→ Exercise requirements: Task for the records below: copy exactly from the first line on, stopping once the line with "ring tip: (240, 187)" is copied, and leave out the pictures.
--- Data provided Enclosed Below ---
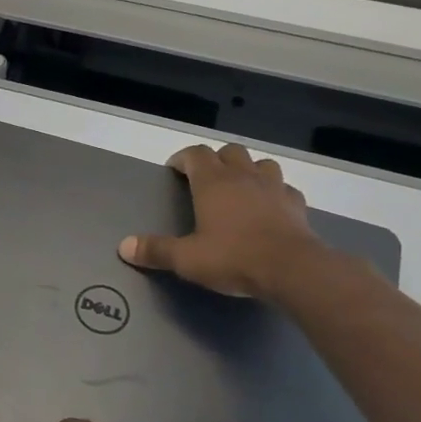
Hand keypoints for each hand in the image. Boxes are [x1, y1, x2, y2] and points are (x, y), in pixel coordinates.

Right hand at [118, 143, 327, 299]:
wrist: (293, 270)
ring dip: (249, 169)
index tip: (174, 170)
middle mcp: (243, 177)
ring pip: (261, 163)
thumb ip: (155, 250)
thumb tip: (124, 246)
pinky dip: (274, 192)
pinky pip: (284, 188)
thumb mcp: (186, 258)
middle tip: (205, 178)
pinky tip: (270, 207)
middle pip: (230, 151)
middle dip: (216, 159)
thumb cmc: (233, 257)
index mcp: (213, 183)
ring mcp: (274, 188)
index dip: (182, 158)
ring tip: (240, 187)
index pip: (195, 154)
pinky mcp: (297, 205)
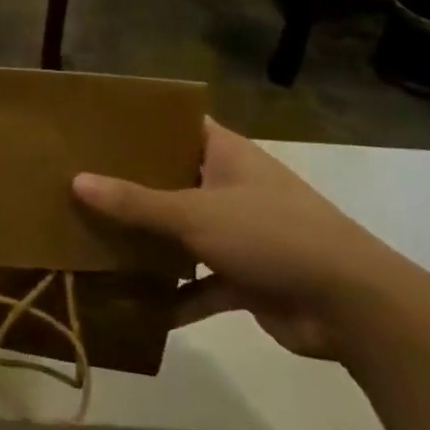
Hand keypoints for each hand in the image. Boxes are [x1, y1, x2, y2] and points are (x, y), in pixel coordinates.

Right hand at [72, 119, 406, 359]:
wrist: (353, 306)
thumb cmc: (271, 235)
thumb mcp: (195, 213)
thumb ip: (136, 202)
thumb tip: (77, 181)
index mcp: (226, 155)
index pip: (179, 125)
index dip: (142, 123)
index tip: (97, 126)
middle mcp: (232, 187)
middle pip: (174, 179)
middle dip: (133, 186)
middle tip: (79, 182)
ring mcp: (241, 233)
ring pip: (184, 232)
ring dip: (151, 242)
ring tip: (96, 239)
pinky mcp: (247, 278)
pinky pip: (200, 283)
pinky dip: (175, 295)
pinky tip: (137, 306)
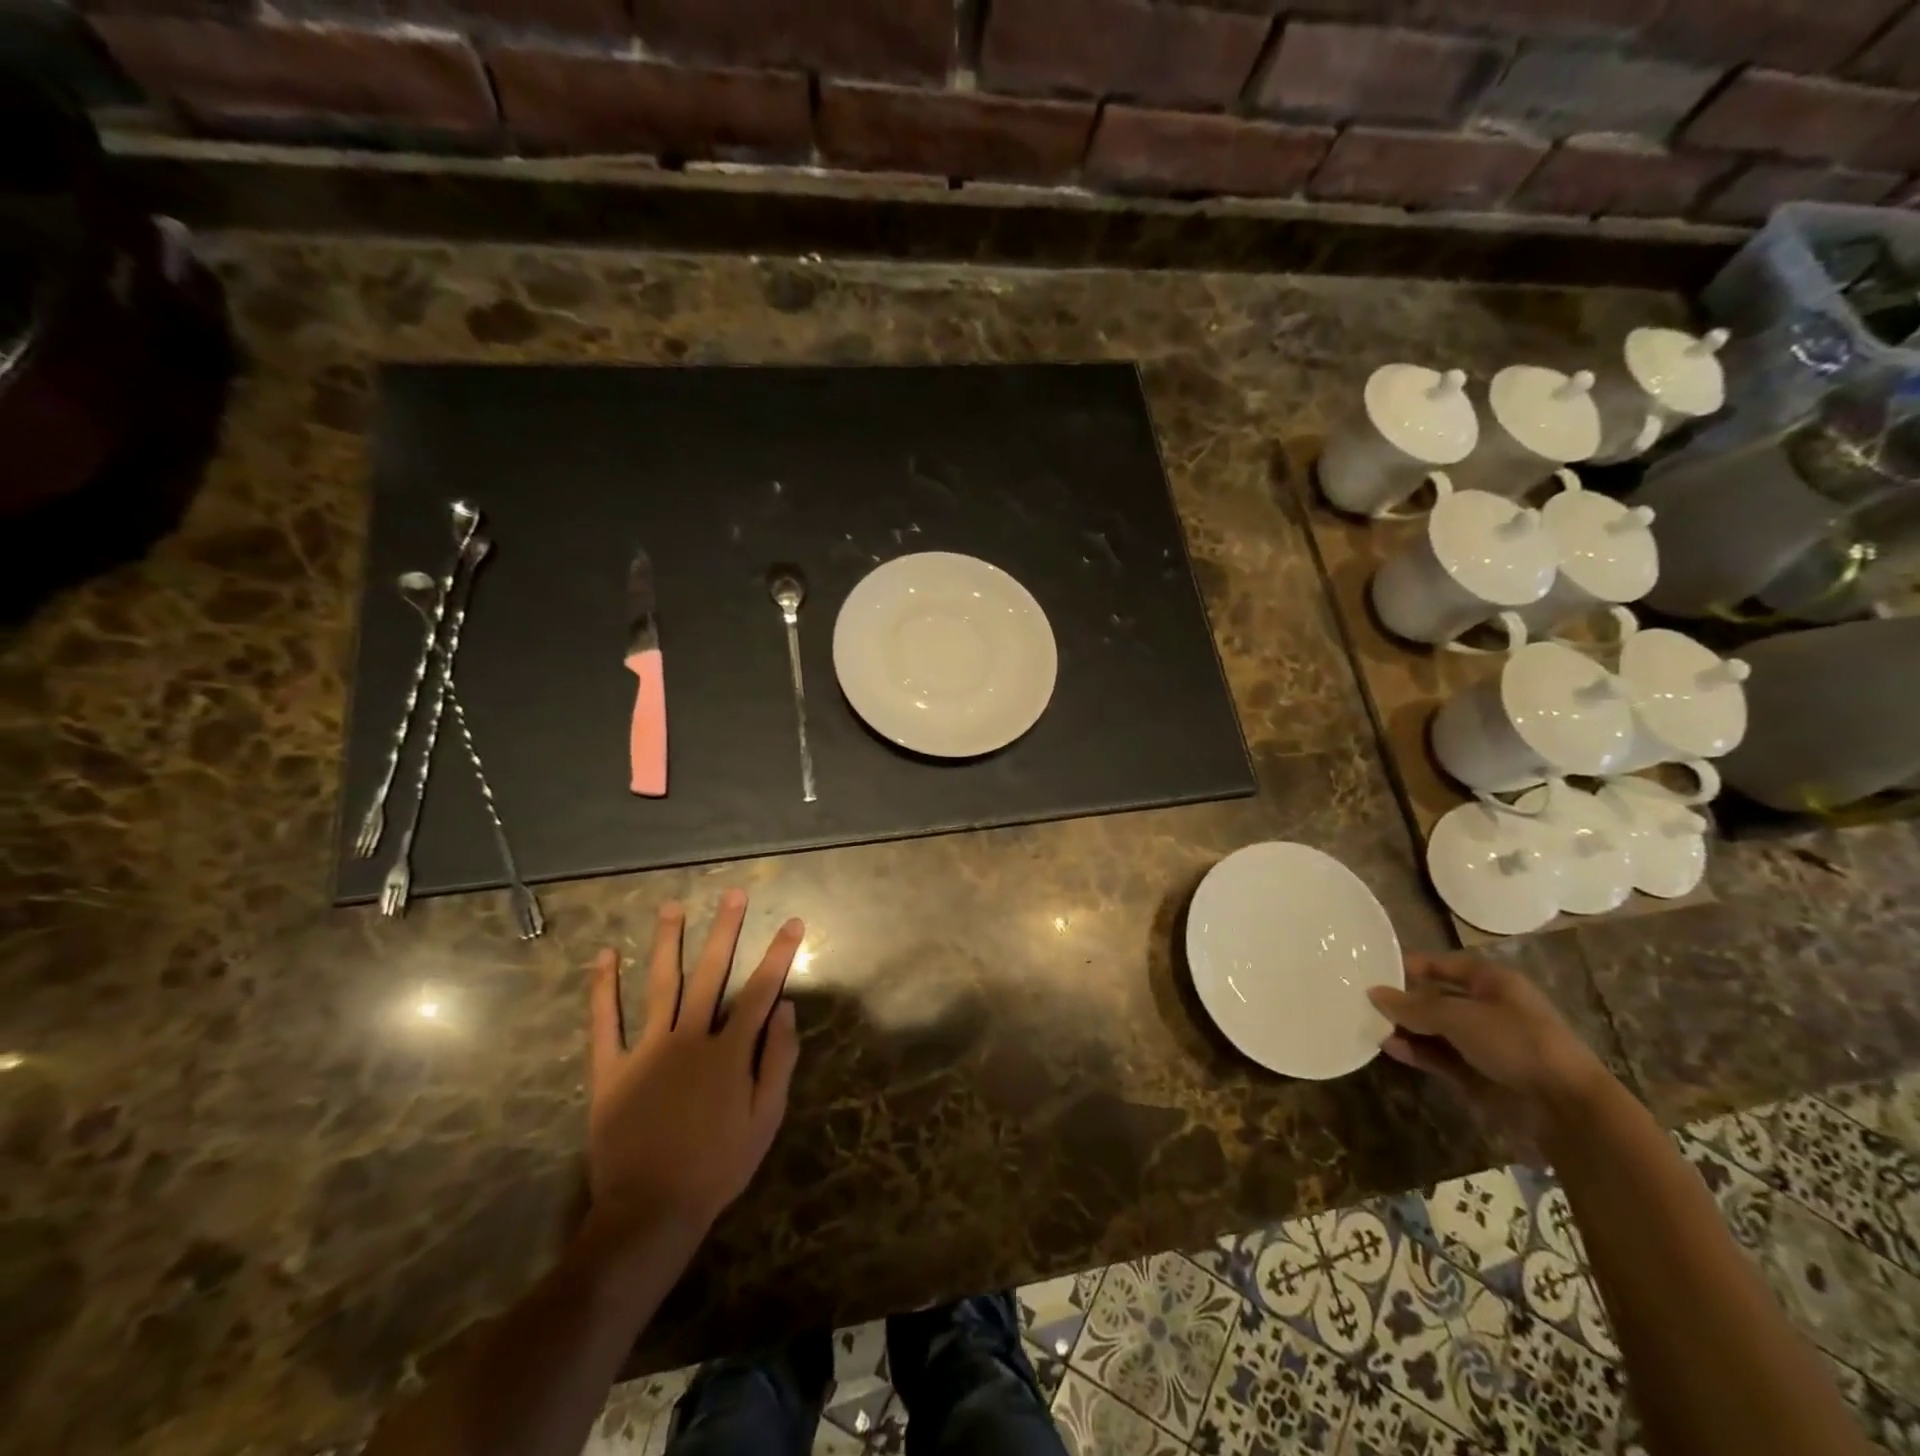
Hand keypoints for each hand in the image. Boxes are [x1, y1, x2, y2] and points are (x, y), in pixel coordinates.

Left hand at [586, 890, 801, 1241]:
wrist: (650, 1210)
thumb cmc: (717, 1166)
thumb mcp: (765, 1119)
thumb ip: (779, 1060)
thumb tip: (786, 1009)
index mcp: (729, 1051)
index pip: (760, 990)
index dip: (779, 954)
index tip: (792, 922)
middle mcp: (689, 1038)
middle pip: (711, 973)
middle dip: (725, 931)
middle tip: (733, 894)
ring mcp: (646, 1050)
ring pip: (660, 984)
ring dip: (667, 942)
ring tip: (671, 906)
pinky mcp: (610, 1070)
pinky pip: (604, 1023)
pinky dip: (603, 988)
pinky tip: (604, 956)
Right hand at [1367, 953, 1610, 1144]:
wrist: (1565, 1108)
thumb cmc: (1516, 1042)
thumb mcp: (1459, 1016)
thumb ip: (1413, 1006)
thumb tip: (1373, 993)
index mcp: (1491, 982)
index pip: (1442, 965)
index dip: (1410, 965)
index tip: (1373, 968)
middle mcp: (1487, 1008)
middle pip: (1435, 998)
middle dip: (1403, 1001)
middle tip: (1362, 1000)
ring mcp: (1483, 1043)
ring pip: (1434, 1030)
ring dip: (1406, 1028)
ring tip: (1370, 1025)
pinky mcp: (1477, 1073)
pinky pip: (1439, 1057)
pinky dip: (1416, 1052)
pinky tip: (1391, 1048)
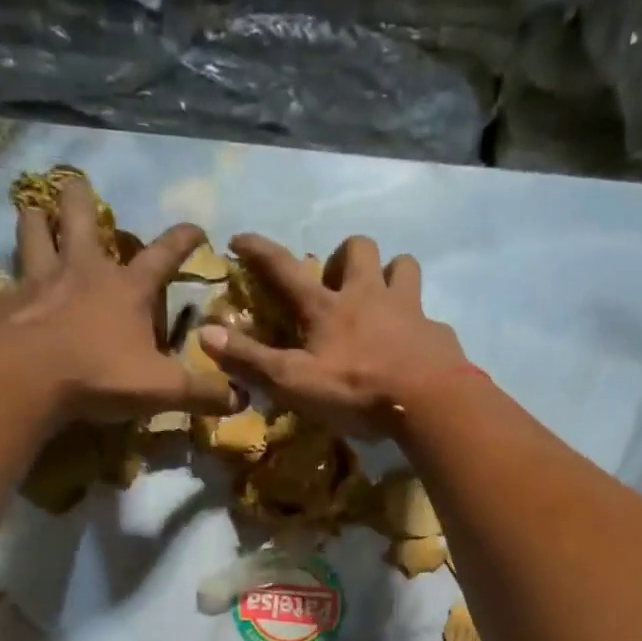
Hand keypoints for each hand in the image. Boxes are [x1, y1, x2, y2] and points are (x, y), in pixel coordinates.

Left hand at [0, 179, 238, 422]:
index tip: (196, 227)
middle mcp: (84, 272)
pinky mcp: (8, 302)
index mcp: (128, 289)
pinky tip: (12, 284)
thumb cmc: (100, 375)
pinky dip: (13, 276)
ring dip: (36, 219)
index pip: (163, 255)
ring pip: (34, 233)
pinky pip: (11, 278)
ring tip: (33, 210)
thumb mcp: (163, 390)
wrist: (26, 378)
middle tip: (76, 184)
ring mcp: (40, 281)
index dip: (183, 240)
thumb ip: (202, 393)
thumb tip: (240, 398)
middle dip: (81, 199)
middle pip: (81, 219)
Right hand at [198, 233, 469, 438]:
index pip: (285, 269)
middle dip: (344, 254)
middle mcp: (369, 295)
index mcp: (328, 307)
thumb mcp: (294, 382)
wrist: (430, 402)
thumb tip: (204, 333)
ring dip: (390, 274)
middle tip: (338, 280)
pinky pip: (428, 317)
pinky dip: (418, 325)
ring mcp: (408, 310)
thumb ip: (251, 360)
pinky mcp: (436, 332)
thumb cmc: (356, 391)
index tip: (240, 238)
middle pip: (359, 247)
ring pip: (403, 266)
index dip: (259, 251)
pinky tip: (413, 345)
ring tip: (381, 298)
--- End of Enclosed Data provided ---
→ Response below:
Hand keypoints for each hand in the image. Boxes are [x1, y1, x2, y2] and points are (x, y), in pixel coordinates.

Right hand at [118, 143, 327, 299]:
wrist: (293, 270)
ring dip: (249, 169)
index tip: (174, 170)
middle mcp: (243, 177)
ring pip: (261, 163)
thumb ip: (155, 250)
thumb tip: (124, 246)
pinky dip: (274, 192)
pinky pip: (284, 188)
thumb mcp: (186, 258)
middle tip: (205, 178)
pinky tip: (270, 207)
middle pip: (230, 151)
middle dip: (216, 159)
thumb cmc: (233, 257)
index mcp: (213, 183)
ring mcp: (274, 188)
index dip: (182, 158)
ring tip: (240, 187)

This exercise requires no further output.